Work required.
From first line to last, print the records exactly, but leave out the pictures.
*** Opening of Records ***
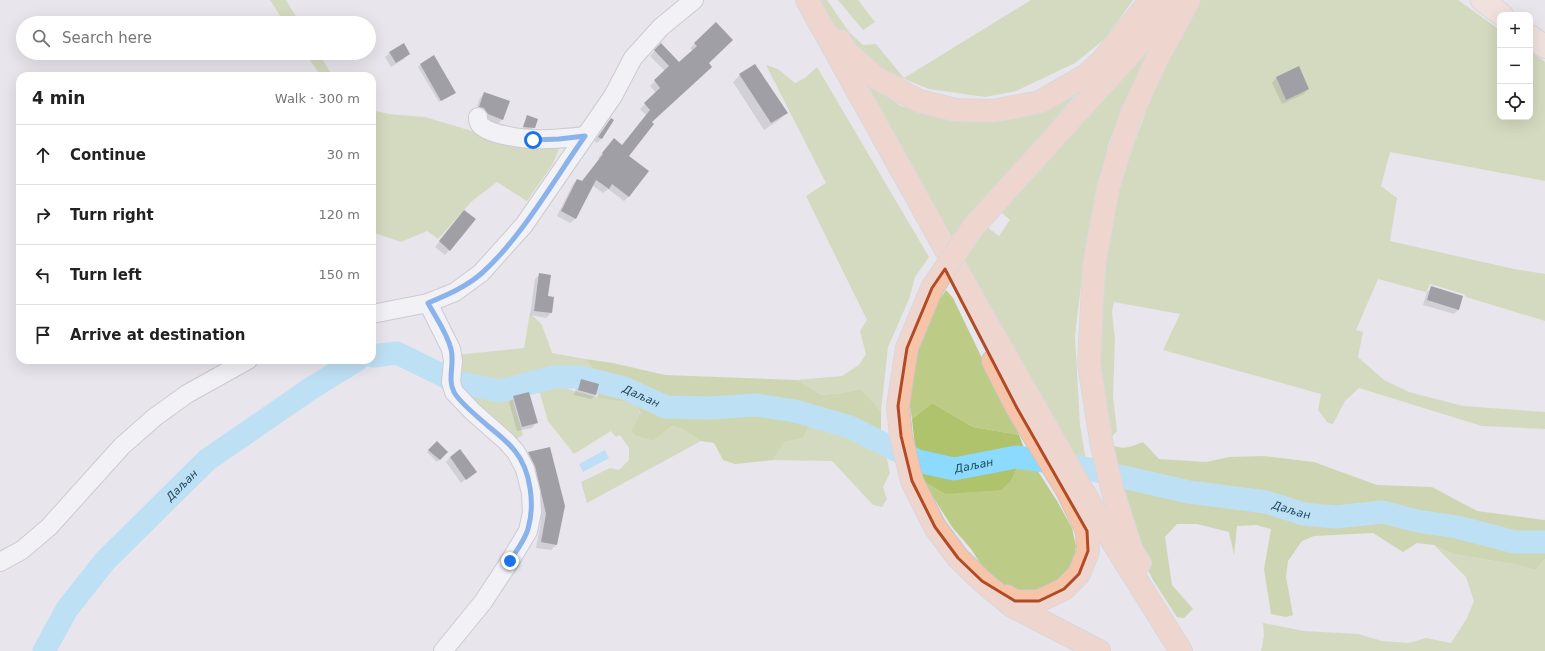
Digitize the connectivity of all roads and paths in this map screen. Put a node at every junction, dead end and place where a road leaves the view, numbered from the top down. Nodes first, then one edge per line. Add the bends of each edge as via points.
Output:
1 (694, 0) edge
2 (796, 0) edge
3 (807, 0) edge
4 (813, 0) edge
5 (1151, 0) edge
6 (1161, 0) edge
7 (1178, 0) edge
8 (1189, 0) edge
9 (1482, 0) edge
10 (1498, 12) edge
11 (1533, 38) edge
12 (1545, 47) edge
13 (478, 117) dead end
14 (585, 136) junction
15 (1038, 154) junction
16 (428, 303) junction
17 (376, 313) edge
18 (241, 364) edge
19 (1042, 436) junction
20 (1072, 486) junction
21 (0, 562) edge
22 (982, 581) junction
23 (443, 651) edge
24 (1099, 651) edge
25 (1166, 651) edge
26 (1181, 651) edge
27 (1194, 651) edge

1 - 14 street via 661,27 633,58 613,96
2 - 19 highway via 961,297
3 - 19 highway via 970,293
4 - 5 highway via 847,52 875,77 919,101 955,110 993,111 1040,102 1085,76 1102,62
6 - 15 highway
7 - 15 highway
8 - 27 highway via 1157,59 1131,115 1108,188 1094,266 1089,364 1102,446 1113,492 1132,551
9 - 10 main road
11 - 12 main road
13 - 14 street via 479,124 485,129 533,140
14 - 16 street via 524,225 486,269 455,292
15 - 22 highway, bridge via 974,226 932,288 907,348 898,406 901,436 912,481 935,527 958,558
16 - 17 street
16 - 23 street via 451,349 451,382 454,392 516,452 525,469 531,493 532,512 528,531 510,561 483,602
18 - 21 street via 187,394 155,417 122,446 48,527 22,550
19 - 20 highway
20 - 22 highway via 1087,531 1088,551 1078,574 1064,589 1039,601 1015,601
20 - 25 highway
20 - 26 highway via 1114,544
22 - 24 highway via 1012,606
*** Close of Records ***
Solution for this exercise.
Digitize the connectivity of all roads and paths in this map screen. Put a node at every junction, dead end and place where a road leaves the view, numbered from the top down. Nodes first, then one edge per line. Add the bends of each edge as via points.
Output:
1 (694, 0) edge
2 (796, 0) edge
3 (807, 0) edge
4 (813, 0) edge
5 (1151, 0) edge
6 (1161, 0) edge
7 (1178, 0) edge
8 (1189, 0) edge
9 (1482, 0) edge
10 (1498, 12) edge
11 (1533, 38) edge
12 (1545, 47) edge
13 (478, 117) dead end
14 (585, 136) junction
15 (1038, 154) junction
16 (428, 303) junction
17 (376, 313) edge
18 (241, 364) edge
19 (1042, 436) junction
20 (1072, 486) junction
21 (0, 562) edge
22 (982, 581) junction
23 (443, 651) edge
24 (1099, 651) edge
25 (1166, 651) edge
26 (1181, 651) edge
27 (1194, 651) edge

1 - 14 street via 661,27 633,58 613,96
2 - 19 highway via 961,297
3 - 19 highway via 970,293
4 - 5 highway via 847,52 875,77 919,101 955,110 993,111 1040,102 1085,76 1102,62
6 - 15 highway
7 - 15 highway
8 - 27 highway via 1157,59 1131,115 1108,188 1094,266 1089,364 1102,446 1113,492 1132,551
9 - 10 main road
11 - 12 main road
13 - 14 street via 479,124 485,129 533,140
14 - 16 street via 524,225 486,269 455,292
15 - 22 highway, bridge via 974,226 932,288 907,348 898,406 901,436 912,481 935,527 958,558
16 - 17 street
16 - 23 street via 451,349 451,382 454,392 516,452 525,469 531,493 532,512 528,531 510,561 483,602
18 - 21 street via 187,394 155,417 122,446 48,527 22,550
19 - 20 highway
20 - 22 highway via 1087,531 1088,551 1078,574 1064,589 1039,601 1015,601
20 - 25 highway
20 - 26 highway via 1114,544
22 - 24 highway via 1012,606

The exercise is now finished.